Japanese culture and lifestyles through the eyes of NHK WORLD personalities
Matt Alt first became aware of Japan as a child, through his fascination with robot toys. In college in the United States, he majored in Japanese and later made the move across the ocean. Watch for his "Plus One" reports on Japanology Plus.
Like many foreigners and Japanese alike, I've always been fascinated by the concept of the ninja. Unlike many aspects of Japanese culture, which can perplex foreigners, everyone knows the ninja, or at least they think they do. Thanks to decades of movies, comic books, and cartoons, the stereotype of a stealthy black-clad assassin capable of nearly supernatural feats is well engrained in the public's mind both in Japan and abroad. So too is the seductive idea that they truly existed in times of old, and might even continue their traditions in secret to this very day.
But when you think about it, this is a little odd. Japan certainly didn't invent the concepts of espionage, stealth, or assassins. There are plenty of examples of them throughout history around the world, such as the feared Assassins of medieval Persia, or stories from the ancient Chinese Art of War, which was written more than five thousand years ago. So how on Earth did a bunch of super-snoops from Japan come to symbolize generally sneaky behavior all over the world today?
The answer might surprise you. It certainly did me, when I first came to Japan. It turns out that it has less to do with real-life ninja and more to do with how skillful Japan is at creating popular characters. It turns out that the common image of the ninja originated in an unlikely place: the studio of the world-famous woodblock artist Katsushika Hokusai (1760 – 1849) -- the very same Hokusai who created the iconic Great Wave Off Kanagawa. One of his sketchbooks contains what is believed to be the first-ever illustration of a black-clad ninja stealthily climbing a rope, based apparently upon the similarly attired stagehands of kabuki and bunraku plays. This is the world's first "modern" ninja.

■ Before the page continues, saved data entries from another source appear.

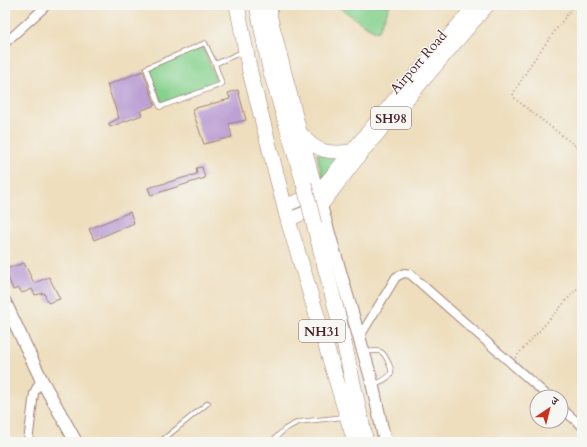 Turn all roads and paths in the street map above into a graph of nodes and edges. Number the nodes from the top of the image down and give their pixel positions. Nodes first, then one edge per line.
1 (48, 5) edge
2 (237, 5) edge
3 (257, 5) edge
4 (270, 5) edge
5 (488, 5) edge
6 (574, 5) edge
7 (473, 6) edge
8 (5, 43) edge
9 (246, 50) junction
10 (216, 64) junction
11 (300, 131) junction
12 (351, 151) junction
13 (582, 151) edge
14 (319, 200) junction
15 (286, 213) junction
16 (582, 283) edge
17 (5, 302) edge
18 (359, 338) junction
19 (363, 352) junction
20 (510, 363) junction
21 (42, 379) junction
22 (372, 386) junction
23 (540, 389) edge
24 (208, 403) dead end
25 (569, 415) edge
26 (349, 417) junction
27 (582, 426) edge
28 (28, 442) edge
29 (76, 442) edge
30 (160, 442) edge
31 (271, 442) edge
32 (355, 442) edge
33 (366, 442) edge
34 (385, 442) edge

1 - 8 street
2 - 9 highway, NH31
3 - 33 highway, NH31, bridge
4 - 11 main road
5 - 14 main road, Airport Road / SH98
6 - 13 path
7 - 12 main road, SH98
9 - 10 lane
9 - 15 highway, NH31
10 - 10 lane
11 - 12 main road
11 - 14 main road
12 - 14 main road, SH98
14 - 15 main road, Airport Road / SH98
14 - 18 main road
15 - 26 highway, NH31
16 - 20 path
17 - 21 main road
18 - 19 main road
18 - 20 street
19 - 22 main road
19 - 22 lane
20 - 23 street
21 - 28 street
21 - 29 main road
22 - 34 main road
24 - 30 lane
25 - 27 street
26 - 31 lane
26 - 32 highway, NH31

Until Hokusai's era, ninja had been portrayed less like assassins and more like kabuki actors, clad in dazzling kimono, waving magic scrolls and weaving spells with arcane hand signs. They were essentially wizards. The first famous ninja of fiction, a character called Jiraiya, wasn't a martial artist. He defeated his enemies by transforming into a giant toad.
So what did real-life ninja look like? That might surprise you as well. The answer is that they looked pretty much like everyone else. The whole point was blending in, the better to eavesdrop or get close to a target. Dressing up in a head to toe black uniform, all but advertising that one was up to no good, was out of the question. So what did they wear? Even though it never uses the actual word "ninja," the Akira Kurosawa film Kagemusha gives a good hint. Dressed like farmers to blend in with the populace, spies ran from battle to battle keeping track on which side was winning so that they could report back to their masters.
That said, while they might not necessarily be historically accurate, modern day ninja characters in their black outfits are a lot of fun. And there are a lot of different places to enjoy them in Japan. The most elaborate is the Ninja Museum of Iga-ryu, located in the city of Ueno in Mie Prefecture. This is one of the birthplaces of ninjutsu (ninja arts), and today it is home to museums, shows, and classes for visitors. But even if your visit doesn't take you to Mie, there are many other places to enjoy ninja culture. Tokyo has a ninja restaurant. And there are various theme parks with ninja shows, such as the Nikko Edo Wonderland and Kyoto's Toei Studio Park.
Born in Washington, D.C. in 1973, Matt's interest in Japan was first kindled by robot toys in his childhood. These days the whole world loves anime, sushi, and countless other aspects of Japanese culture, but things were quite different back then. After majoring in Japanese at the University of Wisconsin-Madison, Matt began working as a translator for the U.S. Patent and Trademark Office. In 2003, he and his wife, Hiroko Yoda (whom he met in the US and collaborated with on various translation projects), moved to Japan. Together they founded a company that produces the English versions of Japanese entertainment such as comics and video games. Their translations include the Fujiko Fujio manga classic Doraemon and the horror manga Dorohedoro, as well as video game titles in the Dragon Quest, Ninja Gaiden, and Gundam series.